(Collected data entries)

---*---

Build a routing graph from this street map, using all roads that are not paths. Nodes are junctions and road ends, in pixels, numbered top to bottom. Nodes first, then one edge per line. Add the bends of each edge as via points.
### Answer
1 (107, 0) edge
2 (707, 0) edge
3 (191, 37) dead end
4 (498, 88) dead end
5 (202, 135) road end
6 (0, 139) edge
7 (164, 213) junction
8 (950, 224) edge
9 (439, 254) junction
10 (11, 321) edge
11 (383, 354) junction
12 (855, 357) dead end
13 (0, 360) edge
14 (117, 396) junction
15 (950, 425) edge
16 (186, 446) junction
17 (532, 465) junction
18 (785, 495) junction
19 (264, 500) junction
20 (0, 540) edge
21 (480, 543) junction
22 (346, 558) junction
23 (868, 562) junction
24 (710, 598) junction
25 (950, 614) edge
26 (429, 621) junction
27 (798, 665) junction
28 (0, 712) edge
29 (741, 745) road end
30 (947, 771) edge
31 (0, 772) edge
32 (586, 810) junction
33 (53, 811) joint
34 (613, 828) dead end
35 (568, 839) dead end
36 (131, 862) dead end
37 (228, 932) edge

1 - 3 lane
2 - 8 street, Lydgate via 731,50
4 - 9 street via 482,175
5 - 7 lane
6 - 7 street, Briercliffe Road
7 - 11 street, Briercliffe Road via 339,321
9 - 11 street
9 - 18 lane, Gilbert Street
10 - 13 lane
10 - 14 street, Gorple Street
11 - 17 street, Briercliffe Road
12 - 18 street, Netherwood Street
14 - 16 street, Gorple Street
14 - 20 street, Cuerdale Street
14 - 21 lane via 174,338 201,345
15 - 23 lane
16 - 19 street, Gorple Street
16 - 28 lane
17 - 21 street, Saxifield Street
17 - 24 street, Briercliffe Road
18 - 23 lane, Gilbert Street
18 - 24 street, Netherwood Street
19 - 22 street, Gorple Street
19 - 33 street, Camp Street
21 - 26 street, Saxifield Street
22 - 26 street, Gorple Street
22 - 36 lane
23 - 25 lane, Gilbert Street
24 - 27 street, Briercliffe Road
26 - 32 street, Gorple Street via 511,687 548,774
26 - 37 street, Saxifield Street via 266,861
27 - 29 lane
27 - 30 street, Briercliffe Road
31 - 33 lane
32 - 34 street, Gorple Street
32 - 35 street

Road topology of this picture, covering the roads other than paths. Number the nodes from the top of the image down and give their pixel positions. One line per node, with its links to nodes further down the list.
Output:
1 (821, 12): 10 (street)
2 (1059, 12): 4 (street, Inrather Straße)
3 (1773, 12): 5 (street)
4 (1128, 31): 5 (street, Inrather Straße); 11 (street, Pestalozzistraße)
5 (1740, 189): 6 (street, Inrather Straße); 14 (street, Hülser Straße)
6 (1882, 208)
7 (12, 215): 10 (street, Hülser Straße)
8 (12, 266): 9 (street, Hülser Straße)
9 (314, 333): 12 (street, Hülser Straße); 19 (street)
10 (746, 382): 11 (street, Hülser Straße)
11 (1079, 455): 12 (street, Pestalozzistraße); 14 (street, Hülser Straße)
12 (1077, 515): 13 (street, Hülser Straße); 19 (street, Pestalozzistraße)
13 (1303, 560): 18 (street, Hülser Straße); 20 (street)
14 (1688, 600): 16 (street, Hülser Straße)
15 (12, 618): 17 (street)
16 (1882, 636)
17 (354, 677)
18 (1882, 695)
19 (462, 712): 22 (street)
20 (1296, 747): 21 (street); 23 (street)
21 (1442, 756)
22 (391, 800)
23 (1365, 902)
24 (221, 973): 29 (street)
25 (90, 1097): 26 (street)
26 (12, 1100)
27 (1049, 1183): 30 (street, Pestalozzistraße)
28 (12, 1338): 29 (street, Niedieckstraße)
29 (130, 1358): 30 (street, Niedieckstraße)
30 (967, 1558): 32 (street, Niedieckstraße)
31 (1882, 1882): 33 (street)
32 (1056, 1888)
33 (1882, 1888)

---*---

TASK DESCRIPTION
Copy every record above exactly as it is.

RESPONSE TO THE TASK
Build a routing graph from this street map, using all roads that are not paths. Nodes are junctions and road ends, in pixels, numbered top to bottom. Nodes first, then one edge per line. Add the bends of each edge as via points.
### Answer
1 (107, 0) edge
2 (707, 0) edge
3 (191, 37) dead end
4 (498, 88) dead end
5 (202, 135) road end
6 (0, 139) edge
7 (164, 213) junction
8 (950, 224) edge
9 (439, 254) junction
10 (11, 321) edge
11 (383, 354) junction
12 (855, 357) dead end
13 (0, 360) edge
14 (117, 396) junction
15 (950, 425) edge
16 (186, 446) junction
17 (532, 465) junction
18 (785, 495) junction
19 (264, 500) junction
20 (0, 540) edge
21 (480, 543) junction
22 (346, 558) junction
23 (868, 562) junction
24 (710, 598) junction
25 (950, 614) edge
26 (429, 621) junction
27 (798, 665) junction
28 (0, 712) edge
29 (741, 745) road end
30 (947, 771) edge
31 (0, 772) edge
32 (586, 810) junction
33 (53, 811) joint
34 (613, 828) dead end
35 (568, 839) dead end
36 (131, 862) dead end
37 (228, 932) edge

1 - 3 lane
2 - 8 street, Lydgate via 731,50
4 - 9 street via 482,175
5 - 7 lane
6 - 7 street, Briercliffe Road
7 - 11 street, Briercliffe Road via 339,321
9 - 11 street
9 - 18 lane, Gilbert Street
10 - 13 lane
10 - 14 street, Gorple Street
11 - 17 street, Briercliffe Road
12 - 18 street, Netherwood Street
14 - 16 street, Gorple Street
14 - 20 street, Cuerdale Street
14 - 21 lane via 174,338 201,345
15 - 23 lane
16 - 19 street, Gorple Street
16 - 28 lane
17 - 21 street, Saxifield Street
17 - 24 street, Briercliffe Road
18 - 23 lane, Gilbert Street
18 - 24 street, Netherwood Street
19 - 22 street, Gorple Street
19 - 33 street, Camp Street
21 - 26 street, Saxifield Street
22 - 26 street, Gorple Street
22 - 36 lane
23 - 25 lane, Gilbert Street
24 - 27 street, Briercliffe Road
26 - 32 street, Gorple Street via 511,687 548,774
26 - 37 street, Saxifield Street via 266,861
27 - 29 lane
27 - 30 street, Briercliffe Road
31 - 33 lane
32 - 34 street, Gorple Street
32 - 35 street

Road topology of this picture, covering the roads other than paths. Number the nodes from the top of the image down and give their pixel positions. One line per node, with its links to nodes further down the list.
Output:
1 (821, 12): 10 (street)
2 (1059, 12): 4 (street, Inrather Straße)
3 (1773, 12): 5 (street)
4 (1128, 31): 5 (street, Inrather Straße); 11 (street, Pestalozzistraße)
5 (1740, 189): 6 (street, Inrather Straße); 14 (street, Hülser Straße)
6 (1882, 208)
7 (12, 215): 10 (street, Hülser Straße)
8 (12, 266): 9 (street, Hülser Straße)
9 (314, 333): 12 (street, Hülser Straße); 19 (street)
10 (746, 382): 11 (street, Hülser Straße)
11 (1079, 455): 12 (street, Pestalozzistraße); 14 (street, Hülser Straße)
12 (1077, 515): 13 (street, Hülser Straße); 19 (street, Pestalozzistraße)
13 (1303, 560): 18 (street, Hülser Straße); 20 (street)
14 (1688, 600): 16 (street, Hülser Straße)
15 (12, 618): 17 (street)
16 (1882, 636)
17 (354, 677)
18 (1882, 695)
19 (462, 712): 22 (street)
20 (1296, 747): 21 (street); 23 (street)
21 (1442, 756)
22 (391, 800)
23 (1365, 902)
24 (221, 973): 29 (street)
25 (90, 1097): 26 (street)
26 (12, 1100)
27 (1049, 1183): 30 (street, Pestalozzistraße)
28 (12, 1338): 29 (street, Niedieckstraße)
29 (130, 1358): 30 (street, Niedieckstraße)
30 (967, 1558): 32 (street, Niedieckstraße)
31 (1882, 1882): 33 (street)
32 (1056, 1888)
33 (1882, 1888)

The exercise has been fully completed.